#### ENTRIES PROVIDED

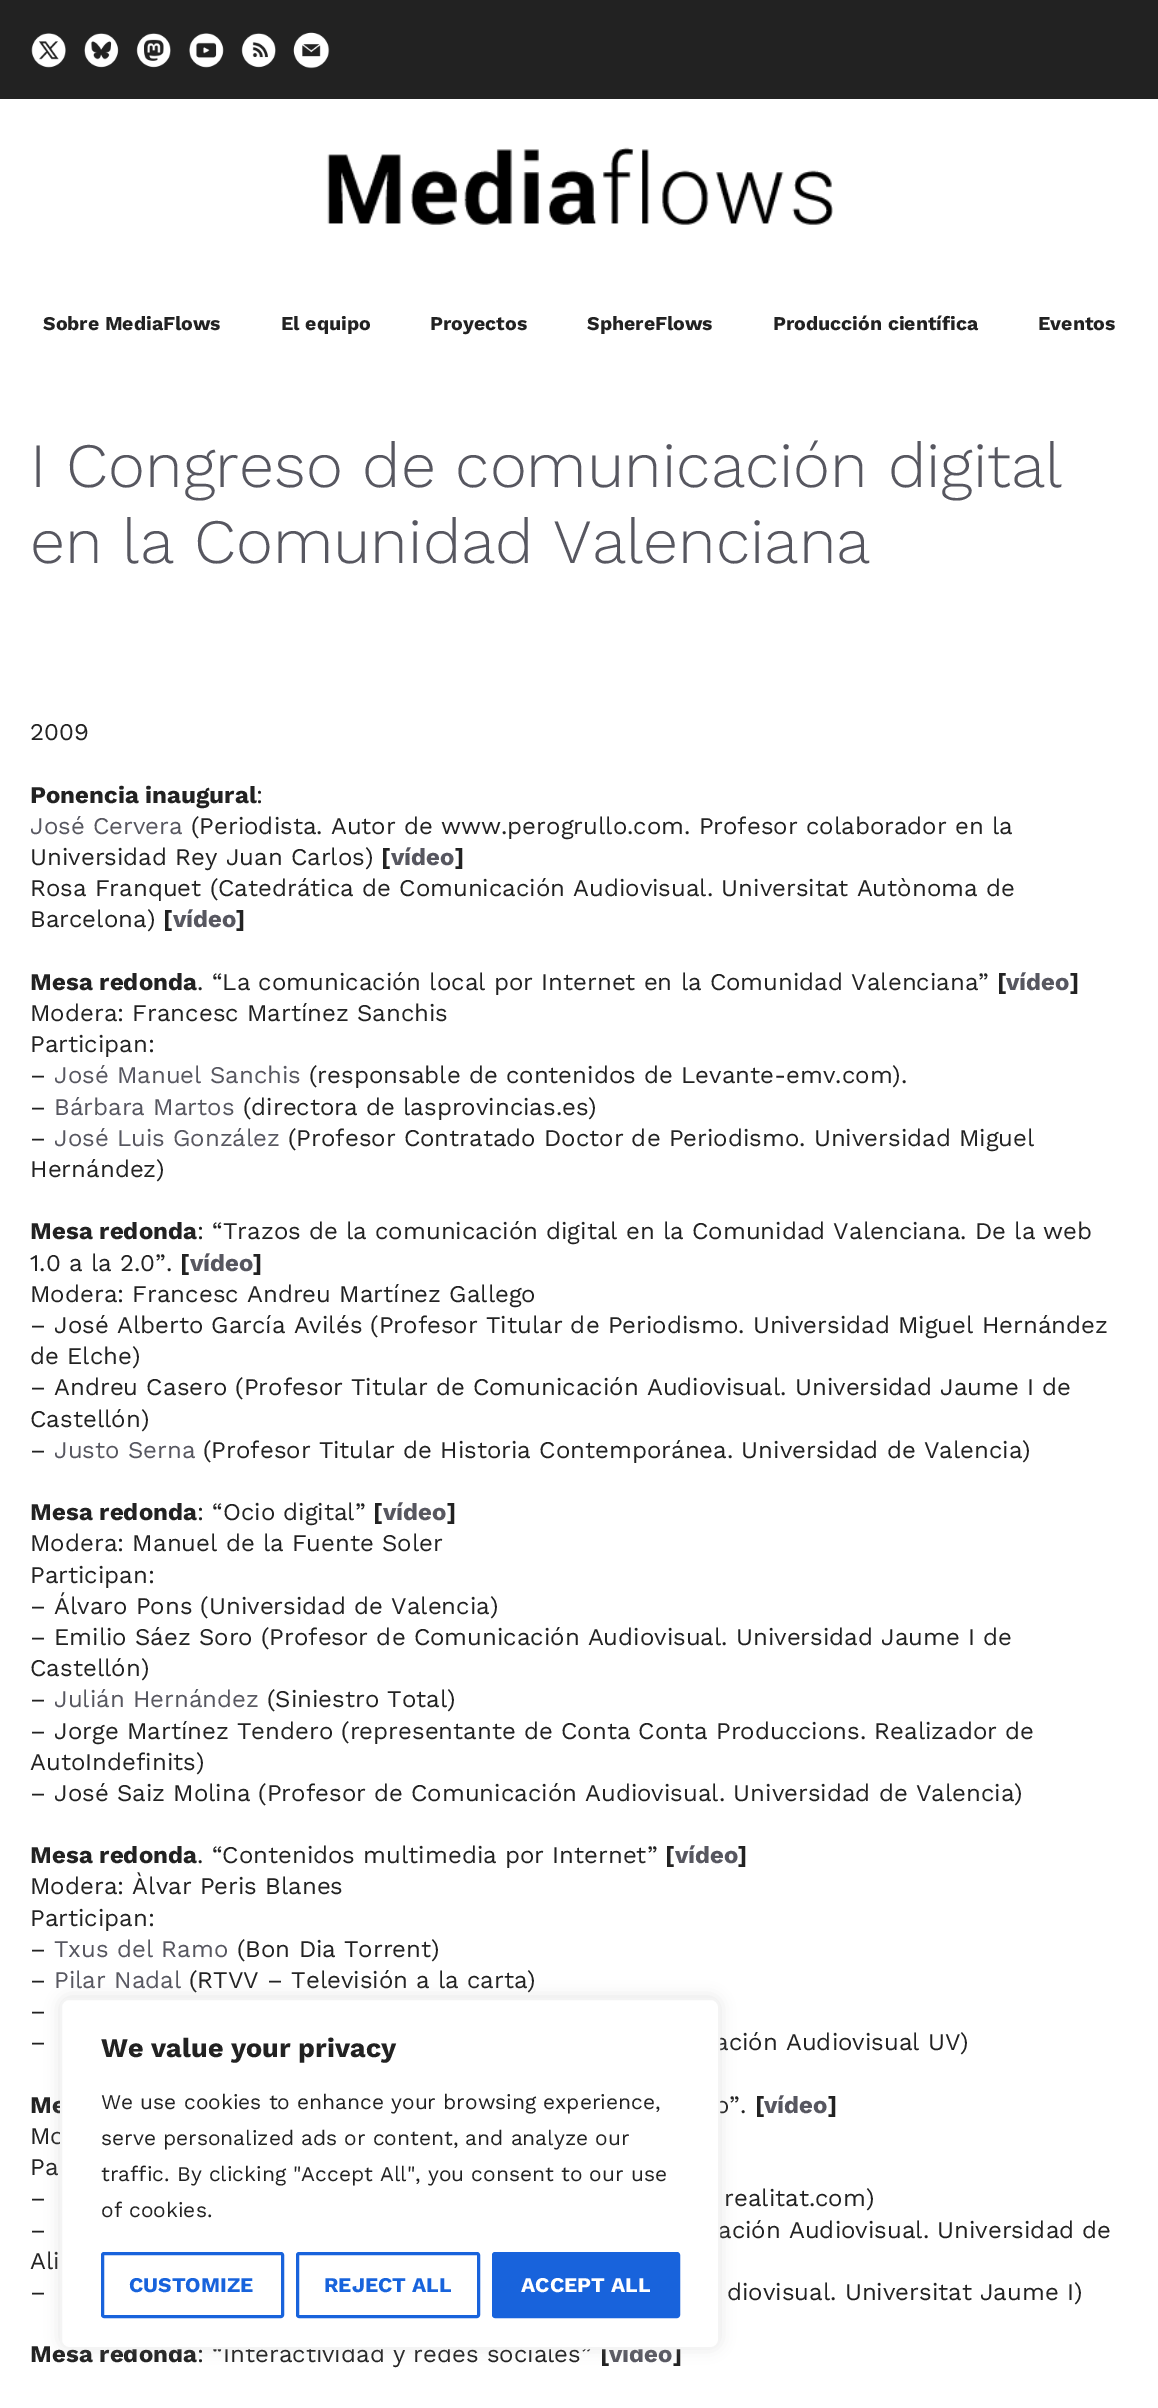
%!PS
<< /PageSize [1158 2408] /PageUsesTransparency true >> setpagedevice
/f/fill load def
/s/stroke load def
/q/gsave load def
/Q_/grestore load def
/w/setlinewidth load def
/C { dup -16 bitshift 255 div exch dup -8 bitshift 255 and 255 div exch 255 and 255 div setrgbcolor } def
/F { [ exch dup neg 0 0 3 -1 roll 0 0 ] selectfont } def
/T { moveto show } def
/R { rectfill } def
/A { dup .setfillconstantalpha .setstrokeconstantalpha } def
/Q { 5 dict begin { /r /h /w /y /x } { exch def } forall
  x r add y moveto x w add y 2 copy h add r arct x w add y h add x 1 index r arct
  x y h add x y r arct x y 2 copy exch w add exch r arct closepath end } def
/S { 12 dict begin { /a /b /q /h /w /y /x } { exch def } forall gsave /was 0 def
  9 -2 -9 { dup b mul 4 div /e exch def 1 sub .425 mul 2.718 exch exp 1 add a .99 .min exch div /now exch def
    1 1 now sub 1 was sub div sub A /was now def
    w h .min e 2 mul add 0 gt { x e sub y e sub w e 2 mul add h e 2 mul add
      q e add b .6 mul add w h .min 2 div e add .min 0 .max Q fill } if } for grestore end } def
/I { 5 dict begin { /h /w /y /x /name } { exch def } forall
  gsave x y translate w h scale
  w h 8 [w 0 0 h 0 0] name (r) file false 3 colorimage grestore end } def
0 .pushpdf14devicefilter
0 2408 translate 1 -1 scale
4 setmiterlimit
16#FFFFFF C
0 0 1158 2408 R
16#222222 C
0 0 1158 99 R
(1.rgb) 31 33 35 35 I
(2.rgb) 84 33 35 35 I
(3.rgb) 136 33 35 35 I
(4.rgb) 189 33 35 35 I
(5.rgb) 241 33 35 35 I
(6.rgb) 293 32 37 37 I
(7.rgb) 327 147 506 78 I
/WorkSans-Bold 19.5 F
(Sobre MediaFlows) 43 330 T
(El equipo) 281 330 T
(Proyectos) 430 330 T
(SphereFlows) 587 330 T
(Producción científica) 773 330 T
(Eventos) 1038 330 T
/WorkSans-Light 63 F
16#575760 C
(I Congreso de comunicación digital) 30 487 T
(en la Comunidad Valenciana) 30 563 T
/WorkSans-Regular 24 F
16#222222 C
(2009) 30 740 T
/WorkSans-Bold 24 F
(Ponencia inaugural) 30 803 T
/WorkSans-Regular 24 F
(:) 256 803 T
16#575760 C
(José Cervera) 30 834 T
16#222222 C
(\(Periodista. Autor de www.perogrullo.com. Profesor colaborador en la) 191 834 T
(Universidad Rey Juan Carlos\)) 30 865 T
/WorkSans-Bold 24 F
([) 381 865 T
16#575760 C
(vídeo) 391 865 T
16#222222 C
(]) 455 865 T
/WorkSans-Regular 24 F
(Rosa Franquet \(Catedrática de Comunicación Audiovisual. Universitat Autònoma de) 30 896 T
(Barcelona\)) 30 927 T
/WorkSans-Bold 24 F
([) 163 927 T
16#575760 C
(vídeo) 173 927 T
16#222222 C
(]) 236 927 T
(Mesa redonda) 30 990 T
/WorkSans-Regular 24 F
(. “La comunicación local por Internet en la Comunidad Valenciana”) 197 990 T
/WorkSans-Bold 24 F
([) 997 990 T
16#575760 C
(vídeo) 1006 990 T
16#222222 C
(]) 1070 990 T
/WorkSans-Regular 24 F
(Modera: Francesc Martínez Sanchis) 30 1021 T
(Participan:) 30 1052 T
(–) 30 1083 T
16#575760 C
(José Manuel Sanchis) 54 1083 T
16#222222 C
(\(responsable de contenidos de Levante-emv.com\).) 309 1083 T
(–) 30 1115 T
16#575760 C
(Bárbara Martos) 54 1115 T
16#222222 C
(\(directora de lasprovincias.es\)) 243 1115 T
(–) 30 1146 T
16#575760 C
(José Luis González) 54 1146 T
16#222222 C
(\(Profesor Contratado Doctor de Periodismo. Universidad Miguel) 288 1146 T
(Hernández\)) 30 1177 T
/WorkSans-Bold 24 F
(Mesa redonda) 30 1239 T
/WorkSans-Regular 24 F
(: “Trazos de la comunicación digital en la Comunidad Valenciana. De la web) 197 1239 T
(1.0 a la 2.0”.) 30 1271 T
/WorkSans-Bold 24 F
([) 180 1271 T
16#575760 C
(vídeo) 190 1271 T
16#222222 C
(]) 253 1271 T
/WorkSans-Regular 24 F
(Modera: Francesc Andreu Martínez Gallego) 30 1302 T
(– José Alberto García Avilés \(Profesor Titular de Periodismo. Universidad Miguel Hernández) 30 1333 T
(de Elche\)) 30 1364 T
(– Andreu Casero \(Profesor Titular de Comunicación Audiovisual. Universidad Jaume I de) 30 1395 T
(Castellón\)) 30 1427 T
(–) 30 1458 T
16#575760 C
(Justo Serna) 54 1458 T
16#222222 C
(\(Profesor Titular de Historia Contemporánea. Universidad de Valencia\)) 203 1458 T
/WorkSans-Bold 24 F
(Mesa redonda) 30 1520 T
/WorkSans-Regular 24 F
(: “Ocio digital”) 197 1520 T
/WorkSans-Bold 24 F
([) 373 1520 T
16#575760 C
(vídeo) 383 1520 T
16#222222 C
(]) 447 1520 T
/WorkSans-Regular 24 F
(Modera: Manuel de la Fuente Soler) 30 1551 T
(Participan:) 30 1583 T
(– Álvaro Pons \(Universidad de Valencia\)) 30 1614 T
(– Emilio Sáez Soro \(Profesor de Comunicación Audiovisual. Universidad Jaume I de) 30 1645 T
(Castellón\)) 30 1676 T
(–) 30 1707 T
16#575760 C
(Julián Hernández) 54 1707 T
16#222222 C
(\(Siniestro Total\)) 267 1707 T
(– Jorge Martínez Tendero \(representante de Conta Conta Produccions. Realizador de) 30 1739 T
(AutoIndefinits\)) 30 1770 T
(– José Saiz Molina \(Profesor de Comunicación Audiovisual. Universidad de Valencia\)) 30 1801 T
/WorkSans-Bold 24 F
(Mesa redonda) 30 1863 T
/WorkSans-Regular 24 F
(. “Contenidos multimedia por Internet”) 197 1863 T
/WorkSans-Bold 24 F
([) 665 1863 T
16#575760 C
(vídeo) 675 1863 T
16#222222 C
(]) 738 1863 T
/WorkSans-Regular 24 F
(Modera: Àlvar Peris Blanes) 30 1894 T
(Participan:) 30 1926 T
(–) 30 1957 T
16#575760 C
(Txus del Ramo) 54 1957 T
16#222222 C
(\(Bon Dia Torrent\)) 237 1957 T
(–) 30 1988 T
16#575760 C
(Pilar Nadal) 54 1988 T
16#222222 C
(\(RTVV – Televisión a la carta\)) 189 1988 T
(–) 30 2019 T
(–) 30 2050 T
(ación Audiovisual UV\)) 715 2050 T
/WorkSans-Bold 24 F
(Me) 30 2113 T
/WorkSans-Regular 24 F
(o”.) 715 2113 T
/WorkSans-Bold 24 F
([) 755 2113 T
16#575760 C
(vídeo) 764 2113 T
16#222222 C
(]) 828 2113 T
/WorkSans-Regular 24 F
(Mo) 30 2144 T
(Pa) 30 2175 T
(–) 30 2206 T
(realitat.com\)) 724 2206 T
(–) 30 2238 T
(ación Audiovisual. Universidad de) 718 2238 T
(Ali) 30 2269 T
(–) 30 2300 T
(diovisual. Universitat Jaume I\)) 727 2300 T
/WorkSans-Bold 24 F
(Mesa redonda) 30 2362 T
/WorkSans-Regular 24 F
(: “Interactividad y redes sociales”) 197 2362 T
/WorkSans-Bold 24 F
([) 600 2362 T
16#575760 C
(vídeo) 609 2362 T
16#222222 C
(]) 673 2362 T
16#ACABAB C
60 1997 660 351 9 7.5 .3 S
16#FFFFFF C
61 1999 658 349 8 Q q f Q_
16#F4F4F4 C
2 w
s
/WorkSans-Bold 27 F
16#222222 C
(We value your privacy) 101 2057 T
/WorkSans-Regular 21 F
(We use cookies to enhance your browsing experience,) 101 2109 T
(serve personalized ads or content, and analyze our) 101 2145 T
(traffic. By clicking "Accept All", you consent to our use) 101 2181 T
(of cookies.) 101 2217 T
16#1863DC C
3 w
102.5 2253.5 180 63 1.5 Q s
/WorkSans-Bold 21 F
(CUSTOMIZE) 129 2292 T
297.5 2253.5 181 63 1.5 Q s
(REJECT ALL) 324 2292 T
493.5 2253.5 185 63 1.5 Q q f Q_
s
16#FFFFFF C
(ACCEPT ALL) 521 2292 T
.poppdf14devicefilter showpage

########

→ PROMPT:
What is needed is an exact copy of the lines from the start of the listing above through the line that holds "w h 8 [w 0 0", with the pictures left out.

→ PROBLEM SOLUTION:
%!PS
<< /PageSize [1158 2408] /PageUsesTransparency true >> setpagedevice
/f/fill load def
/s/stroke load def
/q/gsave load def
/Q_/grestore load def
/w/setlinewidth load def
/C { dup -16 bitshift 255 div exch dup -8 bitshift 255 and 255 div exch 255 and 255 div setrgbcolor } def
/F { [ exch dup neg 0 0 3 -1 roll 0 0 ] selectfont } def
/T { moveto show } def
/R { rectfill } def
/A { dup .setfillconstantalpha .setstrokeconstantalpha } def
/Q { 5 dict begin { /r /h /w /y /x } { exch def } forall
  x r add y moveto x w add y 2 copy h add r arct x w add y h add x 1 index r arct
  x y h add x y r arct x y 2 copy exch w add exch r arct closepath end } def
/S { 12 dict begin { /a /b /q /h /w /y /x } { exch def } forall gsave /was 0 def
  9 -2 -9 { dup b mul 4 div /e exch def 1 sub .425 mul 2.718 exch exp 1 add a .99 .min exch div /now exch def
    1 1 now sub 1 was sub div sub A /was now def
    w h .min e 2 mul add 0 gt { x e sub y e sub w e 2 mul add h e 2 mul add
      q e add b .6 mul add w h .min 2 div e add .min 0 .max Q fill } if } for grestore end } def
/I { 5 dict begin { /h /w /y /x /name } { exch def } forall
  gsave x y translate w h scale
  w h 8 [w 0 0 h 0 0] name (r) file false 3 colorimage grestore end } def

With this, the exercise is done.